Exercise
Start at the top and transcribe every record through the final line exactly.

*** Records shown ***

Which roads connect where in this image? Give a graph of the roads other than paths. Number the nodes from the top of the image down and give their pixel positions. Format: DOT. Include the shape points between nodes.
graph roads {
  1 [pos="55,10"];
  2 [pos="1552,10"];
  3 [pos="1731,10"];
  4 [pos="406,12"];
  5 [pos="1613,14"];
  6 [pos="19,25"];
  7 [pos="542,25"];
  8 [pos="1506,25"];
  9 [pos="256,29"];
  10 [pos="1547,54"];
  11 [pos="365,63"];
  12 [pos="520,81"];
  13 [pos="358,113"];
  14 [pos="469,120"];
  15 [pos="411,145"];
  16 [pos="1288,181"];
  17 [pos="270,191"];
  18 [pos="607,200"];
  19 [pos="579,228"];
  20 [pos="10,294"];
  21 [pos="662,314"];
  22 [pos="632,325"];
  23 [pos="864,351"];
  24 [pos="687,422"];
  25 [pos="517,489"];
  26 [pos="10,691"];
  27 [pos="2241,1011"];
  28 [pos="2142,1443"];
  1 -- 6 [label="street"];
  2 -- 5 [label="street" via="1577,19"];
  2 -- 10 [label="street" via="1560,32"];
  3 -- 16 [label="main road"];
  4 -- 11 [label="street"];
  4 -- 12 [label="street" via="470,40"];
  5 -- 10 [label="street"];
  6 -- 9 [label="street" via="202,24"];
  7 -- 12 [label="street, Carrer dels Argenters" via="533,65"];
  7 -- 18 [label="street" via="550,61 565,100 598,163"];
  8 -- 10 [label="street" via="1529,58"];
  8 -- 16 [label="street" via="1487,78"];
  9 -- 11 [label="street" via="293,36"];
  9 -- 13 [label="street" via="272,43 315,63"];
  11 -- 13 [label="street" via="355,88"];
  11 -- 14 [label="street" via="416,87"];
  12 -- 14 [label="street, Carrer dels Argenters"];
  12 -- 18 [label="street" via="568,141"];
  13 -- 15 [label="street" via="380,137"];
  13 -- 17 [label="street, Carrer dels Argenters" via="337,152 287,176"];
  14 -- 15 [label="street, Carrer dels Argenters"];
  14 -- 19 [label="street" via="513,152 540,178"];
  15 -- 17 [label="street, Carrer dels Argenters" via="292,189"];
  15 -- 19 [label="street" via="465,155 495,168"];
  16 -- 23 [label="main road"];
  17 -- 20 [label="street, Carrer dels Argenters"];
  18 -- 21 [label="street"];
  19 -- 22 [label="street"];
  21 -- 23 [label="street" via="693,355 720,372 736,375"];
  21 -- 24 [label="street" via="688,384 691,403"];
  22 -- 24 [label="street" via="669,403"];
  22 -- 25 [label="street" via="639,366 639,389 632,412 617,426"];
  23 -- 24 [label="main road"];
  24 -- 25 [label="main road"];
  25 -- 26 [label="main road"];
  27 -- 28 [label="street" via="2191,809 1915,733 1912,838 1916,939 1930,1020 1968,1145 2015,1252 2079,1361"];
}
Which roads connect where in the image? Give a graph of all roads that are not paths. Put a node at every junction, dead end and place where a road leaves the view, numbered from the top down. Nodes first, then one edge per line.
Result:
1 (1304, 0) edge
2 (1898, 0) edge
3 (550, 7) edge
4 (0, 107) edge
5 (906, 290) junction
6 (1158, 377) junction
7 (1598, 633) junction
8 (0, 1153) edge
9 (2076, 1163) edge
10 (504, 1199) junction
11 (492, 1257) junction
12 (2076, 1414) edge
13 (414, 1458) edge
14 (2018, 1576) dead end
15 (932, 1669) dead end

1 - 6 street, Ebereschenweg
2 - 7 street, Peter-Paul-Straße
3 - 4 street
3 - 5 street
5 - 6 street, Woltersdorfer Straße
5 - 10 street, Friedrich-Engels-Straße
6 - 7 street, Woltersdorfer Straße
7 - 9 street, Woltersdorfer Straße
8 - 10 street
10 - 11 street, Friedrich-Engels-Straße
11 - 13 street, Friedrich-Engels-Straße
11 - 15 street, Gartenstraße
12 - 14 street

*** End of Records shown ***

Output for this task
Which roads connect where in this image? Give a graph of the roads other than paths. Number the nodes from the top of the image down and give their pixel positions. Format: DOT. Include the shape points between nodes.
graph roads {
  1 [pos="55,10"];
  2 [pos="1552,10"];
  3 [pos="1731,10"];
  4 [pos="406,12"];
  5 [pos="1613,14"];
  6 [pos="19,25"];
  7 [pos="542,25"];
  8 [pos="1506,25"];
  9 [pos="256,29"];
  10 [pos="1547,54"];
  11 [pos="365,63"];
  12 [pos="520,81"];
  13 [pos="358,113"];
  14 [pos="469,120"];
  15 [pos="411,145"];
  16 [pos="1288,181"];
  17 [pos="270,191"];
  18 [pos="607,200"];
  19 [pos="579,228"];
  20 [pos="10,294"];
  21 [pos="662,314"];
  22 [pos="632,325"];
  23 [pos="864,351"];
  24 [pos="687,422"];
  25 [pos="517,489"];
  26 [pos="10,691"];
  27 [pos="2241,1011"];
  28 [pos="2142,1443"];
  1 -- 6 [label="street"];
  2 -- 5 [label="street" via="1577,19"];
  2 -- 10 [label="street" via="1560,32"];
  3 -- 16 [label="main road"];
  4 -- 11 [label="street"];
  4 -- 12 [label="street" via="470,40"];
  5 -- 10 [label="street"];
  6 -- 9 [label="street" via="202,24"];
  7 -- 12 [label="street, Carrer dels Argenters" via="533,65"];
  7 -- 18 [label="street" via="550,61 565,100 598,163"];
  8 -- 10 [label="street" via="1529,58"];
  8 -- 16 [label="street" via="1487,78"];
  9 -- 11 [label="street" via="293,36"];
  9 -- 13 [label="street" via="272,43 315,63"];
  11 -- 13 [label="street" via="355,88"];
  11 -- 14 [label="street" via="416,87"];
  12 -- 14 [label="street, Carrer dels Argenters"];
  12 -- 18 [label="street" via="568,141"];
  13 -- 15 [label="street" via="380,137"];
  13 -- 17 [label="street, Carrer dels Argenters" via="337,152 287,176"];
  14 -- 15 [label="street, Carrer dels Argenters"];
  14 -- 19 [label="street" via="513,152 540,178"];
  15 -- 17 [label="street, Carrer dels Argenters" via="292,189"];
  15 -- 19 [label="street" via="465,155 495,168"];
  16 -- 23 [label="main road"];
  17 -- 20 [label="street, Carrer dels Argenters"];
  18 -- 21 [label="street"];
  19 -- 22 [label="street"];
  21 -- 23 [label="street" via="693,355 720,372 736,375"];
  21 -- 24 [label="street" via="688,384 691,403"];
  22 -- 24 [label="street" via="669,403"];
  22 -- 25 [label="street" via="639,366 639,389 632,412 617,426"];
  23 -- 24 [label="main road"];
  24 -- 25 [label="main road"];
  25 -- 26 [label="main road"];
  27 -- 28 [label="street" via="2191,809 1915,733 1912,838 1916,939 1930,1020 1968,1145 2015,1252 2079,1361"];
}
Which roads connect where in the image? Give a graph of all roads that are not paths. Put a node at every junction, dead end and place where a road leaves the view, numbered from the top down. Nodes first, then one edge per line.
Result:
1 (1304, 0) edge
2 (1898, 0) edge
3 (550, 7) edge
4 (0, 107) edge
5 (906, 290) junction
6 (1158, 377) junction
7 (1598, 633) junction
8 (0, 1153) edge
9 (2076, 1163) edge
10 (504, 1199) junction
11 (492, 1257) junction
12 (2076, 1414) edge
13 (414, 1458) edge
14 (2018, 1576) dead end
15 (932, 1669) dead end

1 - 6 street, Ebereschenweg
2 - 7 street, Peter-Paul-Straße
3 - 4 street
3 - 5 street
5 - 6 street, Woltersdorfer Straße
5 - 10 street, Friedrich-Engels-Straße
6 - 7 street, Woltersdorfer Straße
7 - 9 street, Woltersdorfer Straße
8 - 10 street
10 - 11 street, Friedrich-Engels-Straße
11 - 13 street, Friedrich-Engels-Straße
11 - 15 street, Gartenstraße
12 - 14 street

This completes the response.